Irregular / asymmetric astigmatism;
Significant irregular corneal aberration as demonstrated by corneal topography;
Keratopathy / Kerectasia - any corneal abnormality, other than regular corneal astigmatism, including, but not limited to the following: keratoconus, keratoglobus, keratolysis, keratomalacia, keratomicosis and corneal plana;
Any inflammation or edema (swelling) of the cornea, including but not limited to the following: keratitis, keratoconjuntivitis and keratouveitis;
Subjects with diagnosed degenerative visual disorder (e.g. macular degeneration or other retinal disorders) that are predicted (by subjective assessment of the retina) to cause future acuity losses to a level worse than 0.3 logMAR;
Subjects who may have reasonably been expected to require a secondary surgical intervention at any time during the study (other than Nd:YAG capsulotomy);
Subjects in whom the intraocular lens might interfere with the ability to observe, diagnose or treat posterior segment conditions;
Previous corneal refractive surgery;
Other planned ocular surgery procedures, including, but not limited to LASIK, astigmatic keratotomy, retinal laser treatment and limbal relaxing incisions, for the duration of the study;
Capsular or zonular abnormalities that may affect postoperative centration or tilt of the lens, including but not limited to the following: pseudo-exfoliation syndrome, chronic uveitis, Marfan's Syndrome;
Absence of adequate capsular support for the implant of the intraocular lens in the capsular bag;
Absence of adequate support for the lens from the posterior chamber or the zonule;
Pupil abnormalities, including but not limited to the following: non-reactive, tonic pupils that do not dilatate under mesopic/scotopic conditions, abnormally shaped pupils or abnormally positioned pupils;
Amblyopia;
Clinically severe corneal dystrophy (e.g. epithelial, stromal, or endothelial dystrophy);
Proliferative diabetic retinopathy;
Microphthalmos;
Suspected microbial infection;
Previous retinal detachment;
Previous corneal transplant;
Optic nerve atrophy;
Extremely shallow anterior chamber, not due to swollen cataract;
Recurrent severe anterior or posterior segment inflammation of unknown aetiology (e.g. chronic uveitis);
Iris neovascularization;
Glaucoma (uncontrolled or controlled with medication);
Aniridia or iris atrophy;
Severe dry eye;
Use of any systemic or topical drug known to interfere with visual performance;
Subjects with any systemic disease that could increase operative risk or confound the outcomes (e.g. uncontrolled diabetes);
Use of contact lens within the last 30 days before the preoperative visit;
Vulnerable subjects (children <18 years, people in guardianship or trusteeship or inability to give an informed consent);
Pregnant or lactating or planning a pregnancy at the time of enrolment;
Subjects with psychiatric disorders that could confound the outcomes;
Subjects participating in a concurrent clinical trial or if they have participated in an ophthalmology clinical trial within the last 30 days.

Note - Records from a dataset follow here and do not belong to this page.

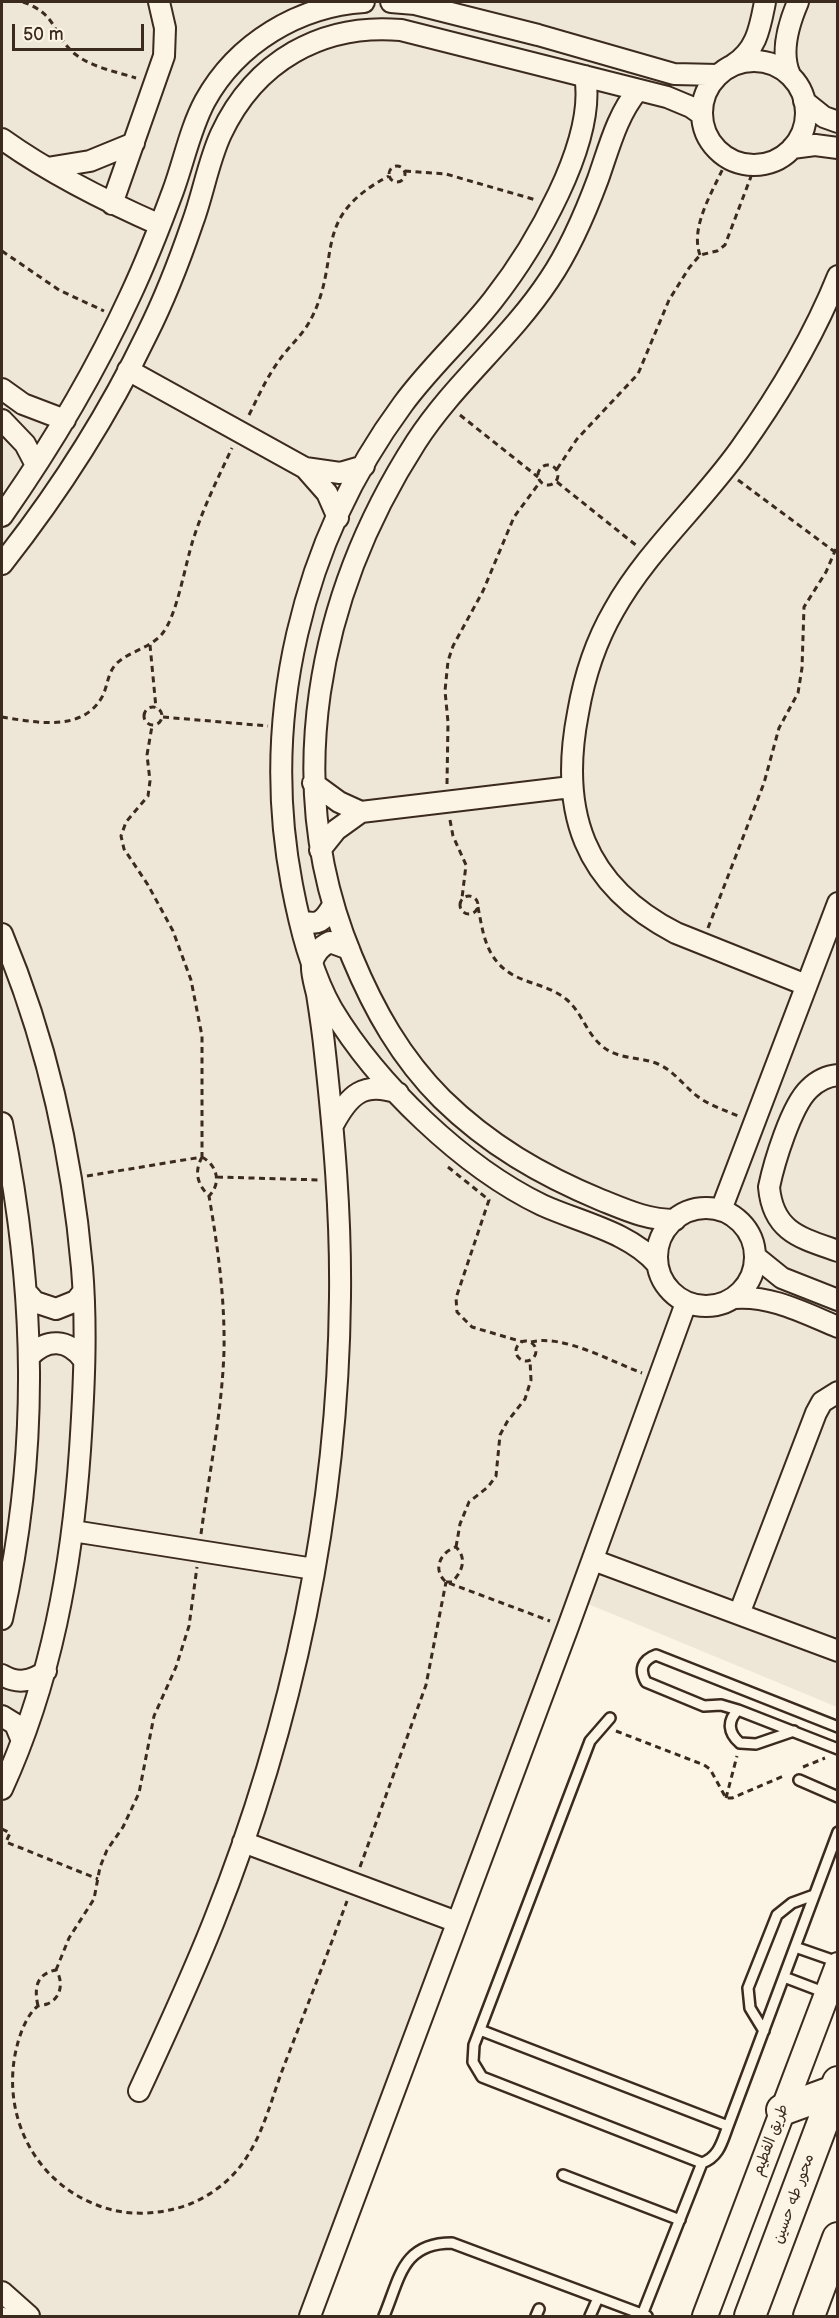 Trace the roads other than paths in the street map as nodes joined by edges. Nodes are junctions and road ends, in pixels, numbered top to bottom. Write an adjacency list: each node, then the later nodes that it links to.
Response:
1 (159, 2): 21 (street)
2 (309, 2): 9 (lane)
3 (364, 2): 9 (street)
4 (391, 2): 7 (street)
5 (765, 2): 13 (street)
6 (798, 2): 14 (street)
7 (422, 4): 8 (street)
8 (457, 15): 10 (street); 11 (street)
9 (296, 18): 26 (street)
10 (493, 24): 12 (street); 13 (street)
11 (453, 43): 12 (street); 28 (street)
12 (487, 51): 15 (street)
13 (726, 70): 14 (street); 18 (street)
14 (790, 75): 17 (street)
15 (585, 76): 16 (street); 33 (street)
16 (638, 90): 18 (street); 38 (street)
17 (804, 101): 19 (street); 22 (street)
18 (701, 114): 22 (street)
19 (837, 122)
20 (2, 139): 24 (street)
21 (134, 143): 24 (street); 25 (street)
22 (792, 148): 23 (street)
23 (837, 148)
24 (47, 168): 25 (street)
25 (112, 204): 26 (street)
26 (160, 225): 31 (street)
27 (837, 276): 39 (street)
28 (128, 370): 34 (street); 37 (street)
29 (2, 389): 31 (street)
30 (2, 420): 32 (street)
31 (65, 420): 32 (street)
32 (36, 465): 35 (street)
33 (364, 466): 34 (street); 36 (street)
34 (305, 468): 36 (street)
35 (2, 516)
36 (338, 518): 44 (street)
37 (2, 564)
38 (313, 783): 40 (street); 41 (street)
39 (571, 787): 40 (street); 48 (street)
40 (361, 812): 41 (street)
41 (320, 850): 43 (street)
42 (837, 903): 48 (street)
43 (333, 905): 44 (street); 46 (street)
44 (300, 920): 47 (street)
45 (2, 934): 58 (street)
46 (349, 949): 47 (street); 54 (street)
47 (312, 965): 50 (street); 52 (street)
48 (806, 985): 53 (street)
49 (837, 1075): 55 (street)
50 (398, 1093): 52 (street); 57 (street)
51 (2, 1123): 59 (street)
52 (333, 1125): 69 (street)
53 (721, 1210): 54 (street); 56 (street)
54 (675, 1220): 57 (street)
55 (837, 1251)
56 (756, 1257): 60 (street); 61 (street)
57 (657, 1264): 62 (street)
58 (83, 1292): 59 (street); 65 (street)
59 (27, 1293): 64 (street)
60 (734, 1298): 62 (street); 63 (street)
61 (837, 1300)
62 (686, 1303): 68 (street)
63 (837, 1327)
64 (30, 1356): 65 (street); 71 (street)
65 (83, 1359): 67 (street)
66 (837, 1392): 70 (street)
67 (73, 1531): 69 (street); 73 (street)
68 (593, 1560): 70 (street); 91 (street)
69 (314, 1569): 89 (street)
70 (739, 1614): 72 (street)
71 (2, 1619)
72 (837, 1651)
73 (46, 1671): 74 (street); 82 (street)
74 (2, 1675)
75 (763, 1698): 76 (lane); 78 (lane); 80 (lane)
76 (738, 1710): 78 (lane); 81 (lane)
77 (2, 1716): 82 (street)
78 (756, 1716): 81 (lane)
79 (610, 1718): 96 (lane)
80 (834, 1726): 83 (lane)
81 (794, 1731): 83 (lane)
82 (22, 1741): 86 (street)
83 (823, 1743): 84 (lane)
84 (837, 1749)
85 (799, 1780): 87 (lane)
86 (2, 1789)
87 (837, 1797)
88 (837, 1832): 90 (lane)
89 (243, 1842): 91 (street); 99 (street)
90 (814, 1895): 92 (lane); 97 (lane)
91 (457, 1922): 111 (street)
92 (795, 1947): 93 (lane); 94 (lane)
93 (837, 1963): 95 (street, طريق الفطيم)
94 (784, 1977): 95 (lane); 97 (lane)
95 (827, 1993): 100 (street, طريق الفطيم)
96 (480, 2030): 101 (lane); 102 (lane)
97 (764, 2031): 101 (lane)
98 (836, 2086): 100 (main road); 116 (main road, محور طه حسين)
99 (140, 2091)
100 (782, 2110): 115 (street, طريق الفطيم)
101 (728, 2127): 102 (lane)
102 (702, 2163): 104 (lane)
103 (563, 2175): 104 (lane)
104 (680, 2220): 114 (lane)
105 (837, 2238): 117 (main road)
106 (2, 2292): 110 (street)
107 (598, 2298): 112 (lane); 113 (lane); 114 (lane)
108 (2, 2312): 109 (lane)
109 (16, 2316)
110 (29, 2316)
111 (310, 2316)
112 (384, 2316)
113 (590, 2316)
114 (645, 2316)
115 (705, 2316)
116 (750, 2316)
117 (809, 2316)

Intra-operative exclusion criteria:

Irregularity and decentration of capsulorhexis;
Other ocular surgery procedures, including, but not limited to LASIK, astigmatic keratotomy, retinal laser treatment and limbal relaxing incisions, for the duration of the study;
Significant vitreous loss;
Significant anterior chamber hyphema;
Uncontrollable intraocular pressure (IOP);
Zonular or capsular rupture;
Ciliary sulcus, Bag-sulcus, sulcus-sulcus or unknown placement of the haptics.